▶ _WHAT THE TASK ASKS_
Give back exactly the lines of the material below, starting with the line with "middle dip: (161, 78)" and going on through the line with "index pip: (382, 254)".

▶ _DATA FOR ANALYSIS_
───

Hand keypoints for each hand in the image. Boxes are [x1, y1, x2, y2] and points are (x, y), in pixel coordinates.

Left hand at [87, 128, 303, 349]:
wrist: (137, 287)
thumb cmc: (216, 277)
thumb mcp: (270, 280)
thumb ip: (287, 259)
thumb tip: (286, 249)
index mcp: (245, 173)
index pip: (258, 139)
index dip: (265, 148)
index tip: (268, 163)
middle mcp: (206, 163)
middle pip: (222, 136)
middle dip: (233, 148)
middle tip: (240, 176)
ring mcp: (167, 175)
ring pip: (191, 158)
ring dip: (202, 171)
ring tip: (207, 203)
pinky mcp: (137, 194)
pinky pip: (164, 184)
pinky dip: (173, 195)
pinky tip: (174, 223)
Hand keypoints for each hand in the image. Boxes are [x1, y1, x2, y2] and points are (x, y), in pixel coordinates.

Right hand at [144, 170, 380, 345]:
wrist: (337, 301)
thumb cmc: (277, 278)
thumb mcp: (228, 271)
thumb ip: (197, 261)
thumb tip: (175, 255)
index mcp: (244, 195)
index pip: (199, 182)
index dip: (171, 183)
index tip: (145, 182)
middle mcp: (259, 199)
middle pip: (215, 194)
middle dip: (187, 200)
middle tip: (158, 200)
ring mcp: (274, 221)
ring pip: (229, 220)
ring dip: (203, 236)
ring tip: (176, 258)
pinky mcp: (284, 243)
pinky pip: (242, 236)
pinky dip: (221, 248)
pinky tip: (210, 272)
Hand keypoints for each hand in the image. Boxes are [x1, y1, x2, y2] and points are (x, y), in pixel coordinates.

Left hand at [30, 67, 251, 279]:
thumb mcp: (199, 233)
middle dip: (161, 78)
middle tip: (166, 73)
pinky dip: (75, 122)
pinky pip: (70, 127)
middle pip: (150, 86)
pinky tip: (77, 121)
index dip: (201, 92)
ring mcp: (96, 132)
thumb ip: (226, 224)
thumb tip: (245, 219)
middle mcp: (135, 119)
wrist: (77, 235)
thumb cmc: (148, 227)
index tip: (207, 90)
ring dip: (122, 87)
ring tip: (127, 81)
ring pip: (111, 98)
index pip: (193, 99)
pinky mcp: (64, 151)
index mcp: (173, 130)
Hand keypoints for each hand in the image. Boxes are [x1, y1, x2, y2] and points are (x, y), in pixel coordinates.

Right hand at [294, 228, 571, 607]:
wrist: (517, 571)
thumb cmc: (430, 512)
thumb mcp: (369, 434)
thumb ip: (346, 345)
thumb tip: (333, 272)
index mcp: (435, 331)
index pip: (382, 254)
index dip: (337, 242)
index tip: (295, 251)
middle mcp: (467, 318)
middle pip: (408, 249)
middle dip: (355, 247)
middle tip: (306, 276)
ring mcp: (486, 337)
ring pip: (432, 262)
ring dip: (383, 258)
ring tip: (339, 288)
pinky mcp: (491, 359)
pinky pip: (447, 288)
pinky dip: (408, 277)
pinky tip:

───

▶ _ANSWER TO THIS TASK_
middle dip: (161, 78)
middle tip: (166, 73)
pinky dip: (75, 122)
pinky pip: (70, 127)
middle pip: (150, 86)
pinky tip: (77, 121)
index dip: (201, 92)
ring mcp: (96, 132)
thumb ip: (226, 224)
thumb tip: (245, 219)
middle mcp: (135, 119)
wrist: (77, 235)
thumb cmc: (148, 227)
index tip: (207, 90)
ring dip: (122, 87)
ring tip: (127, 81)
ring pip: (111, 98)
index pip: (193, 99)
pinky mcp: (64, 151)
index mcp: (173, 130)
Hand keypoints for each hand in the image. Boxes are [x1, y1, x2, y2] and points are (x, y), in pixel coordinates.

Right hand at [294, 228, 571, 607]:
wrist: (517, 571)
thumb cmc: (430, 512)
thumb mcp: (369, 434)
thumb ip: (346, 345)
thumb tip: (333, 272)
index mcp: (435, 331)
index pip: (382, 254)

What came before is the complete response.